*Required work*
Your answer must be every line of the data that contains "Harding".

*Extracted data*
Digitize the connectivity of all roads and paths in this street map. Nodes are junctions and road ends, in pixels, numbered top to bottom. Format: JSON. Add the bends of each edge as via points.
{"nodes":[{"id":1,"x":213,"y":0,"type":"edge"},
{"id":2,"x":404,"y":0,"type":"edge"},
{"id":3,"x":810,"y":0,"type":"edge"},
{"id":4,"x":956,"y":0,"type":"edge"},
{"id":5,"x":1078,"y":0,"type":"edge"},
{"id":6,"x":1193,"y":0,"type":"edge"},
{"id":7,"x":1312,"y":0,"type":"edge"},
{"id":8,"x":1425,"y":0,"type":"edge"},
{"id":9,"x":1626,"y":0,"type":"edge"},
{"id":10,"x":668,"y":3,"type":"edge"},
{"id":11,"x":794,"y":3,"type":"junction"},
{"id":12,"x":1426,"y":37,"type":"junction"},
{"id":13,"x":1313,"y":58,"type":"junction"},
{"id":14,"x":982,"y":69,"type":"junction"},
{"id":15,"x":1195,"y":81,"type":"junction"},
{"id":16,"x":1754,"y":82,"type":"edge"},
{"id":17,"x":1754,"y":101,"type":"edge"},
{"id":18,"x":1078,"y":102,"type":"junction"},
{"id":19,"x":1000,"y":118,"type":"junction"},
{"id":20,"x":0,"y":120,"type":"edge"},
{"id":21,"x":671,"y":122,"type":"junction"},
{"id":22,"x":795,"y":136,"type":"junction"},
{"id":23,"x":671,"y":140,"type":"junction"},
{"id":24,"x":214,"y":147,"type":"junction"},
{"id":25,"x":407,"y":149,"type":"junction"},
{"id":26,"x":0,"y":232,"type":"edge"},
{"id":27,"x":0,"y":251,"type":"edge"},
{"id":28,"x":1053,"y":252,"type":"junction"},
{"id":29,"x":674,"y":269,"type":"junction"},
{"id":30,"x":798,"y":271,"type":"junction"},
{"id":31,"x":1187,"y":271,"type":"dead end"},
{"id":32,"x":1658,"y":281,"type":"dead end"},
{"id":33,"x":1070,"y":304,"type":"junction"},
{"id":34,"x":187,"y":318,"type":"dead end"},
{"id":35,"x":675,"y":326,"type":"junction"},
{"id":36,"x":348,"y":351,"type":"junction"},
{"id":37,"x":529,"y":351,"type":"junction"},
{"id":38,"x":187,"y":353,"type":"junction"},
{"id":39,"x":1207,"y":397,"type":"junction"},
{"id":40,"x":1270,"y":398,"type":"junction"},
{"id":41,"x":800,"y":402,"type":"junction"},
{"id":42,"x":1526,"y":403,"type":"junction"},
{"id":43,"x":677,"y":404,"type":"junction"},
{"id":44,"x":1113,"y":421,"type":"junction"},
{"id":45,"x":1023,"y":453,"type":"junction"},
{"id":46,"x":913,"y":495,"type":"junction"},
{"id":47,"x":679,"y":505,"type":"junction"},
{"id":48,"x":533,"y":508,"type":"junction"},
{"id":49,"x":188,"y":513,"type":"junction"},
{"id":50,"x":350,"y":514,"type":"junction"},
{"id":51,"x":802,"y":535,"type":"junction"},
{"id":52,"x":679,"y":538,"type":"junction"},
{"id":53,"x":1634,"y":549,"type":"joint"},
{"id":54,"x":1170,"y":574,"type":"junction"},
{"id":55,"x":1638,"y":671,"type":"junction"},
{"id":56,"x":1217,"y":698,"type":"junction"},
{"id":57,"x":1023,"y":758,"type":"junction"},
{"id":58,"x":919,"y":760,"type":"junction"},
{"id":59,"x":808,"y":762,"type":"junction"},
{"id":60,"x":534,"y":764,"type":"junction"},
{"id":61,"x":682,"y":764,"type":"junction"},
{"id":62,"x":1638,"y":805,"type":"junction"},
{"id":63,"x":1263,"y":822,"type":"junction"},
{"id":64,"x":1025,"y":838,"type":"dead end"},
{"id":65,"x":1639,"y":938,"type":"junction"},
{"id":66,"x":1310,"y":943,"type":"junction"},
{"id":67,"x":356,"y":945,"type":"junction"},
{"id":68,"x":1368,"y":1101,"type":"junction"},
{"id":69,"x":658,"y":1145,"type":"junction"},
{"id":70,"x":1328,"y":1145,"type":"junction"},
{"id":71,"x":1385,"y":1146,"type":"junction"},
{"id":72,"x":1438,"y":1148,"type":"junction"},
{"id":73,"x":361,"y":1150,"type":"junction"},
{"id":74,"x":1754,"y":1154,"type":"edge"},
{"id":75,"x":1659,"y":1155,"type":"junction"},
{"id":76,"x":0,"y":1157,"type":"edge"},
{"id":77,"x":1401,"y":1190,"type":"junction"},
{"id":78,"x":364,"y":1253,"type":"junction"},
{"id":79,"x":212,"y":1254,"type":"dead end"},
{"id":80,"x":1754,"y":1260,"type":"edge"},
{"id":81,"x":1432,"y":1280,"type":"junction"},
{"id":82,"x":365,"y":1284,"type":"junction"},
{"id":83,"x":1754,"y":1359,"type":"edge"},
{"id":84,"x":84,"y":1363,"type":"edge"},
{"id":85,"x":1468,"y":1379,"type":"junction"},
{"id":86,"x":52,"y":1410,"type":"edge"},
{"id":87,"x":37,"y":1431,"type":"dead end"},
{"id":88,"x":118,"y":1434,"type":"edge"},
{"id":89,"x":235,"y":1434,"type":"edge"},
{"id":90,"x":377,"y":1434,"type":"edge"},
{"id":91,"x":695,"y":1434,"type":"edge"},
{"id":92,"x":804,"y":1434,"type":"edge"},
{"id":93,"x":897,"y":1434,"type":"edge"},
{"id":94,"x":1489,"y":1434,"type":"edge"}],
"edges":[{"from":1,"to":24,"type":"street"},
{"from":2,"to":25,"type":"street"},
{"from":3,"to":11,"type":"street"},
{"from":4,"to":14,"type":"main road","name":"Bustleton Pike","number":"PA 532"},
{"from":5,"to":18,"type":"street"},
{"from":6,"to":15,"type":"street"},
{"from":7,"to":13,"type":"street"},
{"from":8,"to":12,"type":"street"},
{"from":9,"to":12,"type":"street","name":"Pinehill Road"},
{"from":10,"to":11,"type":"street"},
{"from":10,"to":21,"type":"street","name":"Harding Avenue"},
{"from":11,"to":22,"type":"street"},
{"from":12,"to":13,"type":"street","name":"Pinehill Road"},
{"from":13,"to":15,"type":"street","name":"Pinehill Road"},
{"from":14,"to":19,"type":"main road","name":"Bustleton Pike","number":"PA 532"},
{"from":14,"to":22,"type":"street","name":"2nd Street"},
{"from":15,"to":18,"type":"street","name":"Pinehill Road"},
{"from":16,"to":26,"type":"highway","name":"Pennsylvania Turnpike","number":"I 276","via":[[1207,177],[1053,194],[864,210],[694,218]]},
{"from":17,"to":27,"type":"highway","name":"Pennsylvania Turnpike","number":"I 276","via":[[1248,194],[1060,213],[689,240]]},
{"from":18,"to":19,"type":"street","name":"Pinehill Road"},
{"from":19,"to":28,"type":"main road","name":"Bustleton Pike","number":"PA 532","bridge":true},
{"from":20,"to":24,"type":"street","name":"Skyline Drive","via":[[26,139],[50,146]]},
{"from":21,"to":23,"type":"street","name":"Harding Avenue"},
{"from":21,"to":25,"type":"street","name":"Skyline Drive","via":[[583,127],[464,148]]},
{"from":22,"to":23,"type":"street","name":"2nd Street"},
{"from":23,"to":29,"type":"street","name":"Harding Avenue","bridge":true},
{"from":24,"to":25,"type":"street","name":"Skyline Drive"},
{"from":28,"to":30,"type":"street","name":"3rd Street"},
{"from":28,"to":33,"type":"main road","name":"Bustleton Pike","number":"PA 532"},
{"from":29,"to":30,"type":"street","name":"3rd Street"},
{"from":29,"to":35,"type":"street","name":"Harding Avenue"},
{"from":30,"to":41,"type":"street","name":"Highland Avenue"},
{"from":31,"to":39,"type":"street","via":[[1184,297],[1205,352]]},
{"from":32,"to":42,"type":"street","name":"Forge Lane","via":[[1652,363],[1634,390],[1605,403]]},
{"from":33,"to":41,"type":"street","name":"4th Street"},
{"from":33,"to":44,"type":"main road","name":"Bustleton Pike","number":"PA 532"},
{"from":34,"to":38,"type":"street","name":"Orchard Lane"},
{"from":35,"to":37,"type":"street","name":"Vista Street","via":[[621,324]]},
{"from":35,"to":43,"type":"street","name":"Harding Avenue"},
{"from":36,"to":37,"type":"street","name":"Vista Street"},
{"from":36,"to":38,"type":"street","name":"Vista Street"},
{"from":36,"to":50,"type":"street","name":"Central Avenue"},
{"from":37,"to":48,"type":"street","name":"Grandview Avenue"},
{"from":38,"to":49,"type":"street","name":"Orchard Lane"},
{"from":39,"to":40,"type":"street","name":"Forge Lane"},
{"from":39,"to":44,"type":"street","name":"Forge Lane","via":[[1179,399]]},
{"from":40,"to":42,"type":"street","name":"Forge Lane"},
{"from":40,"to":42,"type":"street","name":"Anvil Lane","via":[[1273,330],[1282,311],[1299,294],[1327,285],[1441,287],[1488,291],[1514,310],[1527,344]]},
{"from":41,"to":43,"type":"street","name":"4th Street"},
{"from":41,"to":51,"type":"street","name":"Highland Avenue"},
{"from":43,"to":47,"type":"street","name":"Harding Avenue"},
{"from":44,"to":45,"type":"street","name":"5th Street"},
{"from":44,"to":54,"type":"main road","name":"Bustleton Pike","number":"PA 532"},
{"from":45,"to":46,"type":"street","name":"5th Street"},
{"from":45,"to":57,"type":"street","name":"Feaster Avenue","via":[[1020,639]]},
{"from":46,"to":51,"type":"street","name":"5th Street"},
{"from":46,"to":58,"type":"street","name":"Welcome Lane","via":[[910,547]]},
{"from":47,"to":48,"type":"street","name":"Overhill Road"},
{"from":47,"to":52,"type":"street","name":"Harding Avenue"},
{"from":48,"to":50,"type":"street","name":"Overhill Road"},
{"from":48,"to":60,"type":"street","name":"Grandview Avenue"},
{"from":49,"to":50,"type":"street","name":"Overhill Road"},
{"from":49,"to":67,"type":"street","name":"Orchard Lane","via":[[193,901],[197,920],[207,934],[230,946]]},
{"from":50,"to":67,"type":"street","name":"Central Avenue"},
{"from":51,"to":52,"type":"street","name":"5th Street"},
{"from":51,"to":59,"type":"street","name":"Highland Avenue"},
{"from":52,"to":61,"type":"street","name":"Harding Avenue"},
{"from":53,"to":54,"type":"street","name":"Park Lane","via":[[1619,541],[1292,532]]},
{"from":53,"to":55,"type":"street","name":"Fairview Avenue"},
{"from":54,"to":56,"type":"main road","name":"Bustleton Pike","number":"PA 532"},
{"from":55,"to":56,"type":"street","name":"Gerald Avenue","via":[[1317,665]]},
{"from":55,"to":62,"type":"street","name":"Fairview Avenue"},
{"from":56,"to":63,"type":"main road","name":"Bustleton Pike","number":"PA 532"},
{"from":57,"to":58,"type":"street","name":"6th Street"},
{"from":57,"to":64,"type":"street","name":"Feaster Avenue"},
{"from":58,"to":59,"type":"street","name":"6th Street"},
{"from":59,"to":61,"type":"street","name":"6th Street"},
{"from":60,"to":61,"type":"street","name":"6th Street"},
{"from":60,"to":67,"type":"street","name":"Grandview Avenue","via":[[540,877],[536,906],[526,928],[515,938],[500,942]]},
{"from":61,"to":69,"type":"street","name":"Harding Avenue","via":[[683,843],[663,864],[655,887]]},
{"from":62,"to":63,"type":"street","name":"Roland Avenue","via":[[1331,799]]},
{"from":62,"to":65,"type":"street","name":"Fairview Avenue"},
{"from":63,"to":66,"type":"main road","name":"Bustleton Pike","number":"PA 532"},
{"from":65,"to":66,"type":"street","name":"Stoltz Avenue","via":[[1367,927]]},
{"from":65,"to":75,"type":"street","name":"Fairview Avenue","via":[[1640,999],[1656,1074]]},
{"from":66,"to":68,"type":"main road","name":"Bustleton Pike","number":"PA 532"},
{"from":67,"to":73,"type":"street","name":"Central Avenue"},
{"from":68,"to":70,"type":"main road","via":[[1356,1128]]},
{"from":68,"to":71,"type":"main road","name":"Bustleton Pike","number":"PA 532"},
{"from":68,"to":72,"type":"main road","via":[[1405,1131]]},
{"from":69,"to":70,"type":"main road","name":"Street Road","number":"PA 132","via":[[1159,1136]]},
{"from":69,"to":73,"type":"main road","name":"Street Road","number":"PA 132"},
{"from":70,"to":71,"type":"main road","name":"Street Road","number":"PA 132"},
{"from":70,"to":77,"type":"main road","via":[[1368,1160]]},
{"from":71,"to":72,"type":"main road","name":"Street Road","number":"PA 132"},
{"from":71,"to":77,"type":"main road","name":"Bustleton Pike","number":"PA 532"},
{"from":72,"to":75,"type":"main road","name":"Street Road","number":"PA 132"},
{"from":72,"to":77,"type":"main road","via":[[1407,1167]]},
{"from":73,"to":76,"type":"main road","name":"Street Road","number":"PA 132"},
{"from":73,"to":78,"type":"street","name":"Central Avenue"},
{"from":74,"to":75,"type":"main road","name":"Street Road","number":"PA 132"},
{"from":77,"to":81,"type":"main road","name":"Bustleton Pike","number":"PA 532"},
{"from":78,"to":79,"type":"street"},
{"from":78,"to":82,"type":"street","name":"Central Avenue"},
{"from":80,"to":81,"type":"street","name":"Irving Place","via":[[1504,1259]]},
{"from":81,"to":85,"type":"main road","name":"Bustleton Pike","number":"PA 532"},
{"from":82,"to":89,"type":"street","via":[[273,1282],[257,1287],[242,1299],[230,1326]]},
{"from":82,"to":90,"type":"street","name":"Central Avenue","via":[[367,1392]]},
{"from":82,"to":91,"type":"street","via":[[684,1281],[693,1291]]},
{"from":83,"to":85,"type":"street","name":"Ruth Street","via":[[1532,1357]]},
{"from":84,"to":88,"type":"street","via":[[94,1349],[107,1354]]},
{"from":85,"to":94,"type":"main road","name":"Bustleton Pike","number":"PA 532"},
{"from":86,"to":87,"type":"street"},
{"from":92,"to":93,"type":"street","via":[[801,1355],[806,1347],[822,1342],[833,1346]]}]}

*Task output*
{"from":10,"to":21,"type":"street","name":"Harding Avenue"},
{"from":21,"to":23,"type":"street","name":"Harding Avenue"},
{"from":23,"to":29,"type":"street","name":"Harding Avenue","bridge":true},
{"from":29,"to":35,"type":"street","name":"Harding Avenue"},
{"from":35,"to":43,"type":"street","name":"Harding Avenue"},
{"from":43,"to":47,"type":"street","name":"Harding Avenue"},
{"from":47,"to":52,"type":"street","name":"Harding Avenue"},
{"from":52,"to":61,"type":"street","name":"Harding Avenue"},
{"from":61,"to":69,"type":"street","name":"Harding Avenue","via":[[683,843],[663,864],[655,887]]},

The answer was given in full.